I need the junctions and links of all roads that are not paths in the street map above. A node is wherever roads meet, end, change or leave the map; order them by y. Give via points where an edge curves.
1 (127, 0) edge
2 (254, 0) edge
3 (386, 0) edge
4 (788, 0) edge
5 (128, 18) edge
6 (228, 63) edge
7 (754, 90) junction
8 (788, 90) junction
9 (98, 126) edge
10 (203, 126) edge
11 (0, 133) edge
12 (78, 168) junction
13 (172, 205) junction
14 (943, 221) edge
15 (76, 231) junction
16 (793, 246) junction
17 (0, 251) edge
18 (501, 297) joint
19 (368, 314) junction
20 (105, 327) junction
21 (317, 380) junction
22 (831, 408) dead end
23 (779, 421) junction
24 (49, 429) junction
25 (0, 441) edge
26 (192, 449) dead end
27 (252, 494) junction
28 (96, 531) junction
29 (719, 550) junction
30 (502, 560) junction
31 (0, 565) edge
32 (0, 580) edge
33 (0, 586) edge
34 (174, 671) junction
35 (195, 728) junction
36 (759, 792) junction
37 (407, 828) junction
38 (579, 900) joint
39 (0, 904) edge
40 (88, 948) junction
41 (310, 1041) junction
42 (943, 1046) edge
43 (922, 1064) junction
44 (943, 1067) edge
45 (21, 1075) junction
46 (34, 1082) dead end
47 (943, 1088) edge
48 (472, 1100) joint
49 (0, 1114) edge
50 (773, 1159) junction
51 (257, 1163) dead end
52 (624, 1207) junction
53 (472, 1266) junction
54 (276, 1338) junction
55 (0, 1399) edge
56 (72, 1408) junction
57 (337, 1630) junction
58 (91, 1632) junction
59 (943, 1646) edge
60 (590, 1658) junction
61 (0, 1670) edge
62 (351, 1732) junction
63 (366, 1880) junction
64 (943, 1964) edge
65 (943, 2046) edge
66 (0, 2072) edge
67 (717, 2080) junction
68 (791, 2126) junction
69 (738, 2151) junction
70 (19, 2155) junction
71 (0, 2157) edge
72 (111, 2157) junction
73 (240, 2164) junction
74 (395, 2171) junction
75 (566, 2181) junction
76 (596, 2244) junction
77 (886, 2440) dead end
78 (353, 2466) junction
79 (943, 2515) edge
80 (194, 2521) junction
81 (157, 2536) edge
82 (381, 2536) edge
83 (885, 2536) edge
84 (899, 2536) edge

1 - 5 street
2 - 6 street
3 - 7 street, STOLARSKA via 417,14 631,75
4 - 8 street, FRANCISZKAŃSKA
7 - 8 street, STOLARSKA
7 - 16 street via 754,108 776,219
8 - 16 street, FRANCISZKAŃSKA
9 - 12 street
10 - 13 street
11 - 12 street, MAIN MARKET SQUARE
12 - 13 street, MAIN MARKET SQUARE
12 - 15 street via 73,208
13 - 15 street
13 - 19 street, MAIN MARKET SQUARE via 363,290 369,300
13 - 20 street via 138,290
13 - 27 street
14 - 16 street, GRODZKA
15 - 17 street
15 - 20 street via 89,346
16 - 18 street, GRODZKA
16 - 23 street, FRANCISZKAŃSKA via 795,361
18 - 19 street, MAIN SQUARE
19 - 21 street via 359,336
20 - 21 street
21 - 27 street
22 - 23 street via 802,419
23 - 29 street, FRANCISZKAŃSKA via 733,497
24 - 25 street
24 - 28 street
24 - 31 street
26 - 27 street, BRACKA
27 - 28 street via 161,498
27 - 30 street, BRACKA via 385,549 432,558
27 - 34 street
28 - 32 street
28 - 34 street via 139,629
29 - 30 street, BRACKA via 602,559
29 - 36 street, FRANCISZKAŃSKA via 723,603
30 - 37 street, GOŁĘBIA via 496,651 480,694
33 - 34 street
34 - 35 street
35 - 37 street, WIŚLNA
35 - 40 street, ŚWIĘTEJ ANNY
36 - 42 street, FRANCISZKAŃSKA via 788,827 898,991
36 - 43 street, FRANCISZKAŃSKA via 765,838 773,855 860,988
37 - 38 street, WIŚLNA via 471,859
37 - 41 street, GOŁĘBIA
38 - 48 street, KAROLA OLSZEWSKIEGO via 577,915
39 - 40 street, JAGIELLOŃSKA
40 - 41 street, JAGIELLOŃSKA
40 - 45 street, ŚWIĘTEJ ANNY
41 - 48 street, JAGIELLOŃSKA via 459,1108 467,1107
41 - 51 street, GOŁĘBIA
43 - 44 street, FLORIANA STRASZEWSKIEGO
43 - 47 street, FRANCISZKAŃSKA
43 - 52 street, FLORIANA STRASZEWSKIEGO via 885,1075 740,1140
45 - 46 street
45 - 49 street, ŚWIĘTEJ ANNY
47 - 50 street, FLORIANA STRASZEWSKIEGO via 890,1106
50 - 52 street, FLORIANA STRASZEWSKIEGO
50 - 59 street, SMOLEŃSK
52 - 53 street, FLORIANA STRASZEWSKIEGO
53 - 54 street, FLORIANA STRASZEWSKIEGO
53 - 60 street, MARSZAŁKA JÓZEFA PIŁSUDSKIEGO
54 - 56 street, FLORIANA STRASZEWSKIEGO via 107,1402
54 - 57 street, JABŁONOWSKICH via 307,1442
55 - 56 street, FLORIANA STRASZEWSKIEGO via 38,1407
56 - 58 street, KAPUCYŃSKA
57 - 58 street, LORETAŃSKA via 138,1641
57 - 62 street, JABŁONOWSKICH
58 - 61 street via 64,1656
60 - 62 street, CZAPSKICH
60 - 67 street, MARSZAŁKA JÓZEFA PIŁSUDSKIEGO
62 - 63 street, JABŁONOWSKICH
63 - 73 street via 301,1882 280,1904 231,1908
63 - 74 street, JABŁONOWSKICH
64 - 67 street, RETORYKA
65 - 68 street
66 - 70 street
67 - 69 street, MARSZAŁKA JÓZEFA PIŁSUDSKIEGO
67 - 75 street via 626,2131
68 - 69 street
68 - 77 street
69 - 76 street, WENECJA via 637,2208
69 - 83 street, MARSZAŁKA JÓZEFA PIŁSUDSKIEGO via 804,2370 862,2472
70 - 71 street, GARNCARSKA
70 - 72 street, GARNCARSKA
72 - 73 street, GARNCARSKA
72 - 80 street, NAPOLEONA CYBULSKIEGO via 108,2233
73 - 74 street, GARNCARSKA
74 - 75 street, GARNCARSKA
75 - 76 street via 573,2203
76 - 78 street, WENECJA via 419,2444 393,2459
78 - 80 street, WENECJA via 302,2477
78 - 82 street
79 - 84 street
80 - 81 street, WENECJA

__Action item__
Search the material for the word "JABŁONOWSKICH". Each line where it is found must be copied.

__Output__
54 - 57 street, JABŁONOWSKICH via 307,1442
57 - 62 street, JABŁONOWSKICH
62 - 63 street, JABŁONOWSKICH
63 - 74 street, JABŁONOWSKICH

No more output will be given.